_AIM OF THE TASK_. Extract, in full, the lines below, beginning at the first and ending with the line that contains "auto T=[&](const char*". Pictures do not belong in the copy.
[DATASET RECORDS Boundary: Start]
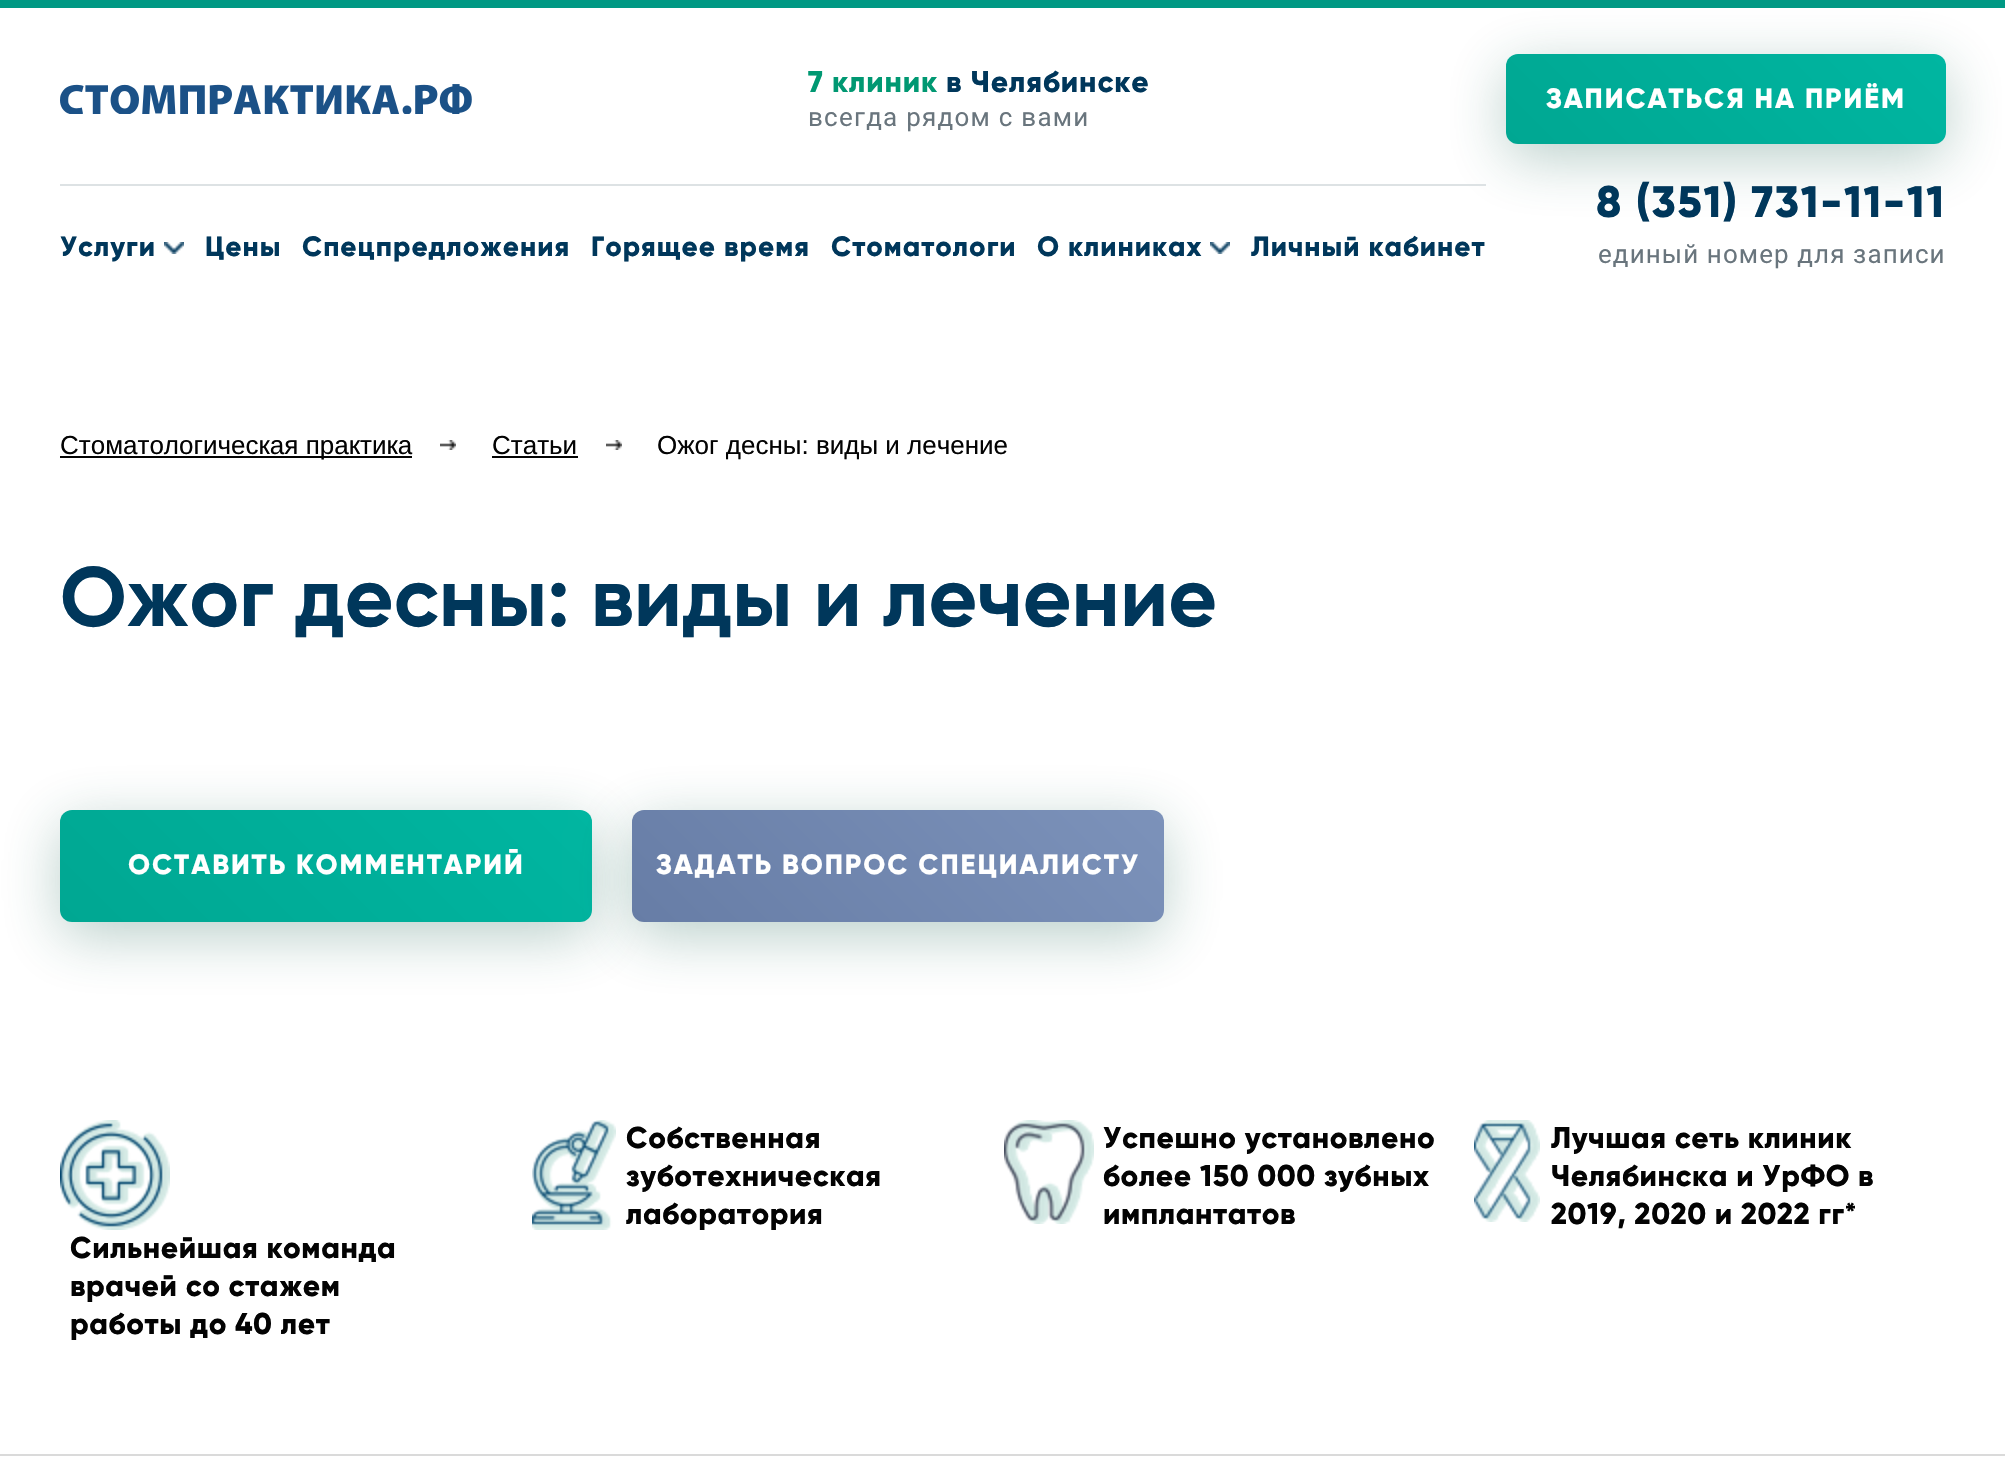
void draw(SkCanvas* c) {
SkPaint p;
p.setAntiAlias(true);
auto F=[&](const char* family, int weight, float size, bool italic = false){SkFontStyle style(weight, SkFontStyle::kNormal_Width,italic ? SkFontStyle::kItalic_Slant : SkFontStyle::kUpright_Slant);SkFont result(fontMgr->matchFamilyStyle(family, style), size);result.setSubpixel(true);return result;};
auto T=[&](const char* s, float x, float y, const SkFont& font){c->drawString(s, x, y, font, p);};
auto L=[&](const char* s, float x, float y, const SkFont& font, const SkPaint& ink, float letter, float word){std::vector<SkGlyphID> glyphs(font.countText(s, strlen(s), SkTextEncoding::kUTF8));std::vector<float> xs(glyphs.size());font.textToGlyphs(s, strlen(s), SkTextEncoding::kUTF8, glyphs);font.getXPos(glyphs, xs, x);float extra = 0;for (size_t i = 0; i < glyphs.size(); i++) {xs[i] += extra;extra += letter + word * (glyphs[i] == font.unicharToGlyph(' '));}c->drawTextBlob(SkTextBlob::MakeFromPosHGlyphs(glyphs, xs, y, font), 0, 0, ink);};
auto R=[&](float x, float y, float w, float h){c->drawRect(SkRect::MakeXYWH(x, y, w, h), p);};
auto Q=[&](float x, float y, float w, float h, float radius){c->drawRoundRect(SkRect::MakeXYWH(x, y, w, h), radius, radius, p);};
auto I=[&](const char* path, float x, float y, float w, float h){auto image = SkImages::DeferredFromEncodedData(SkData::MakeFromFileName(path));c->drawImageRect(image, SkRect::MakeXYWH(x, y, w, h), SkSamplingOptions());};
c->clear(0xffffffff);
p.setColor(0xff009984);
R(0,0,2005,8);
I("1.png",60,84,412,30);
auto f1 = F("Gilroy",800,30);
p.setColor(0xff009872);
L("7 клиник",808,92,f1,p,.9,0);
p.setColor(0xff00375b);
L("в Челябинске",946,92,f1,p,.9,0);
auto f2 = F("Roboto",400,26);
p.setColor(0xff69757d);
L("всегда рядом с вами",808,126,f2,p,1.25,0);
p.setColor(0x4f1e6455);
p.setMaskFilter(SkMaskFilter::MakeBlur(kNormal_SkBlurStyle, 29));
c->drawRoundRect(SkRect::MakeXYWH(1506,68,440,90),12,12,p);
p.setMaskFilter(nullptr);
{
const SkColor colors[] = {0xff00a792,0xff00b6a1};
const float stops[] = {0,1};
const SkPoint ends[] = {{1594,232}, {1859,-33}};
p.setShader(SkGradientShader::MakeLinear(ends, colors, stops, 2, SkTileMode::kClamp));
p.setAlpha(255);
}
Q(1506,54,440,90,12);
auto f3 = F("Gilroy",800,28);
p.setShader(nullptr);
p.setColor(0xffffffff);
L("ЗАПИСАТЬСЯ НА ПРИЁМ",1546,108,f3,p,1.95,0);
p.setColor(0xffdde2e4);
R(60,184,1426,2);
p.setColor(0xff00375b);
L("Услуги",60,256,f3,p,1,0);
I("2.png",164,242,20,12);
L("Цены",205,256,f3,p,1,0);
L("Спецпредложения",302,256,f3,p,1,0);
L("Горящее время",591,256,f3,p,1,0);
L("Стоматологи",831,256,f3,p,1,0);
L("О клиниках",1037,256,f3,p,1,0);
I("2.png",1210,242,20,12);
L("Личный кабинет",1251,256,f3,p,1,0);
auto f4 = F("Gilroy",800,44);
L("8 (351) 731-11-11",1596,217,f4,p,1.75,0);
p.setColor(0xff69757d);
L("единый номер для записи",1598,263,f2,p,1.1,0);
p.setColor(0xff030303);
R(60,456,352,2);
auto f5 = F("Liberation Sans",400,26);
T("Стоматологическая практика",60,454,f5);
I("3.png",440,440,16,10);
T("Статьи",492,454,f5);
R(492,456,86,2);
I("3.png",606,440,16,10);
T("Ожог десны: виды и лечение",657,454,f5);
auto f6 = F("Gilroy",700,84);
p.setColor(0xff00375b);
T("Ожог десны: виды и лечение",60,626,f6);
p.setColor(0x4f1e6455);
p.setMaskFilter(SkMaskFilter::MakeBlur(kNormal_SkBlurStyle, 29));
c->drawRoundRect(SkRect::MakeXYWH(60,824,532,112),12,12,p);
p.setMaskFilter(nullptr);
{
const SkColor colors[] = {0xff00a792,0xff00b6a1};
const float stops[] = {0,1};
const SkPoint ends[] = {{165,1027}, {487,705}};
p.setShader(SkGradientShader::MakeLinear(ends, colors, stops, 2, SkTileMode::kClamp));
p.setAlpha(255);
}
Q(60,810,532,112,12);
p.setShader(nullptr);
p.setColor(0xffffffff);
L("ОСТАВИТЬ КОММЕНТАРИЙ",128,874,f3,p,1.95,0);
p.setColor(0x4f1e6455);
p.setMaskFilter(SkMaskFilter::MakeBlur(kNormal_SkBlurStyle, 29));
c->drawRoundRect(SkRect::MakeXYWH(632,824,532,112),12,12,p);
p.setMaskFilter(nullptr);
{
const SkColor colors[] = {0xff677da6,0xff7c92ba};
const float stops[] = {0,1};
const SkPoint ends[] = {{737,1027}, {1059,705}};
p.setShader(SkGradientShader::MakeLinear(ends, colors, stops, 2, SkTileMode::kClamp));
p.setAlpha(255);
}
Q(632,810,532,112,12);
p.setShader(nullptr);
p.setColor(0xffffffff);
L("ЗАДАТЬ ВОПРОС СПЕЦИАЛИСТУ",656,874,f3,p,1.95,0);
I("4.png",532,1120,84,110);
p.setColor(0xff030303);
L("Собственная",626,1148,f1,p,.6,0);
L("зуботехническая",626,1186,f1,p,.6,0);
L("лаборатория",626,1224,f1,p,.6,0);
I("5.png",1004,1120,90,104);
L("Успешно установлено",1103,1148,f1,p,.6,0);
L("более 150 000 зубных",1103,1186,f1,p,.6,0);
L("имплантатов",1103,1224,f1,p,.6,0);
I("6.png",1474,1120,66,102);
L("Лучшая сеть клиник",1551,1148,f1,p,.6,0);
L("Челябинска и УрФО в",1551,1186,f1,p,.6,0);
L("2019, 2020 и 2022 гг*",1551,1224,f1,p,.6,0);
I("7.png",60,1120,110,110);
L("Сильнейшая команда",70,1258,f1,p,.6,0);
L("врачей со стажем",70,1296,f1,p,.6,0);
L("работы до 40 лет",70,1334,f1,p,.6,0);
p.setColor(0xffdadada);
R(0,1454,2005,2);
}
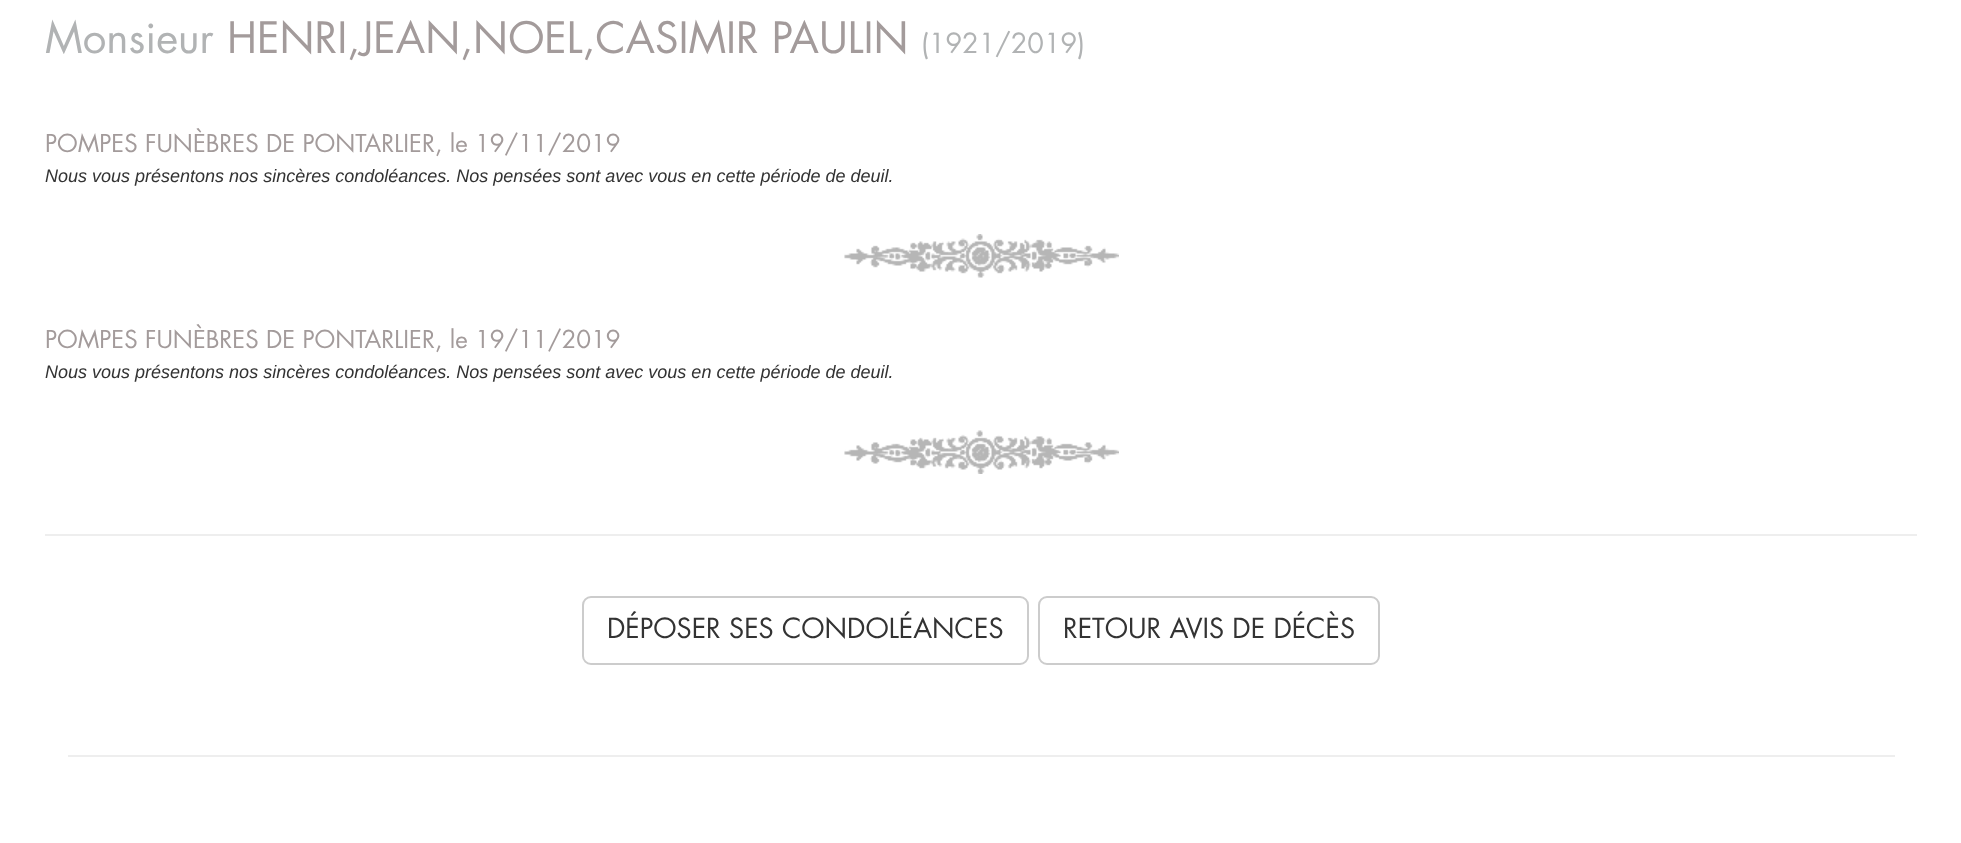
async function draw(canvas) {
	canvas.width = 1961;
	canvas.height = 843;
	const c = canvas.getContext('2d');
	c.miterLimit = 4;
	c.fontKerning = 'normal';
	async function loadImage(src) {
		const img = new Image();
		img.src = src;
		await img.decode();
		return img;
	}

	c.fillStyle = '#fff';
	c.fillRect(0, 0, 1961, 843);
	c.font = '42px Futura';
	c.fillStyle = '#b1b3b4';
	c.fillText('Monsieur', 45, 53);
	c.fillStyle = '#a39b9b';
	c.fillText('HENRI,JEAN,NOEL,CASIMIR PAULIN', 227, 53);
	c.font = '27px Futura';
	c.fillStyle = '#b1b3b4';
	c.fillText('(1921/2019)', 921, 53);
	c.font = '24px Futura';
	c.fillStyle = '#a39b9b';
	c.fillText('POMPES FUNÈBRES DE PONTARLIER, le 19/11/2019', 45, 152);
	c.font = 'italic 18px Liberation Sans';
	c.fillStyle = '#333';
	c.fillText('Nous vous présentons nos sincères condoléances. Nos pensées sont avec vous en cette période de deuil.', 45, 182);
	c.drawImage(await loadImage('img1.png'), 844, 234, 275, 44);
	c.font = '24px Futura';
	c.fillStyle = '#a39b9b';
	c.fillText('POMPES FUNÈBRES DE PONTARLIER, le 19/11/2019', 45, 348);
	c.font = 'italic 18px Liberation Sans';
	c.fillStyle = '#333';
	c.fillText('Nous vous présentons nos sincères condoléances. Nos pensées sont avec vous en cette période de deuil.', 45, 378);
	c.drawImage(await loadImage('img2.png'), 844, 430, 275, 44);
	c.fillStyle = '#eee';
	c.fillRect(45, 534, 1872, 2);
	c.beginPath();
	c.roundRect(583, 597, 445, 67, 8);
	c.strokeStyle = '#ccc';
	c.lineWidth = 2;
	c.stroke();
	c.font = '27px Futura';
	c.fillStyle = '#333';
	c.fillText('DÉPOSER SES CONDOLÉANCES', 607, 638);
	c.beginPath();
	c.roundRect(1039, 597, 340, 67, 8);
	c.stroke();
	c.fillText('RETOUR AVIS DE DÉCÈS', 1063, 638);
	c.fillStyle = '#eee';
	c.fillRect(68, 755, 1827, 2);
}

draw(document.querySelector('canvas'));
[DATASET RECORDS Boundary: End]
_RESPONSE_.
void draw(SkCanvas* c) {
SkPaint p;
p.setAntiAlias(true);
auto F=[&](const char* family, int weight, float size, bool italic = false){SkFontStyle style(weight, SkFontStyle::kNormal_Width,italic ? SkFontStyle::kItalic_Slant : SkFontStyle::kUpright_Slant);SkFont result(fontMgr->matchFamilyStyle(family, style), size);result.setSubpixel(true);return result;};
auto T=[&](const char* s, float x, float y, const SkFont& font){c->drawString(s, x, y, font, p);};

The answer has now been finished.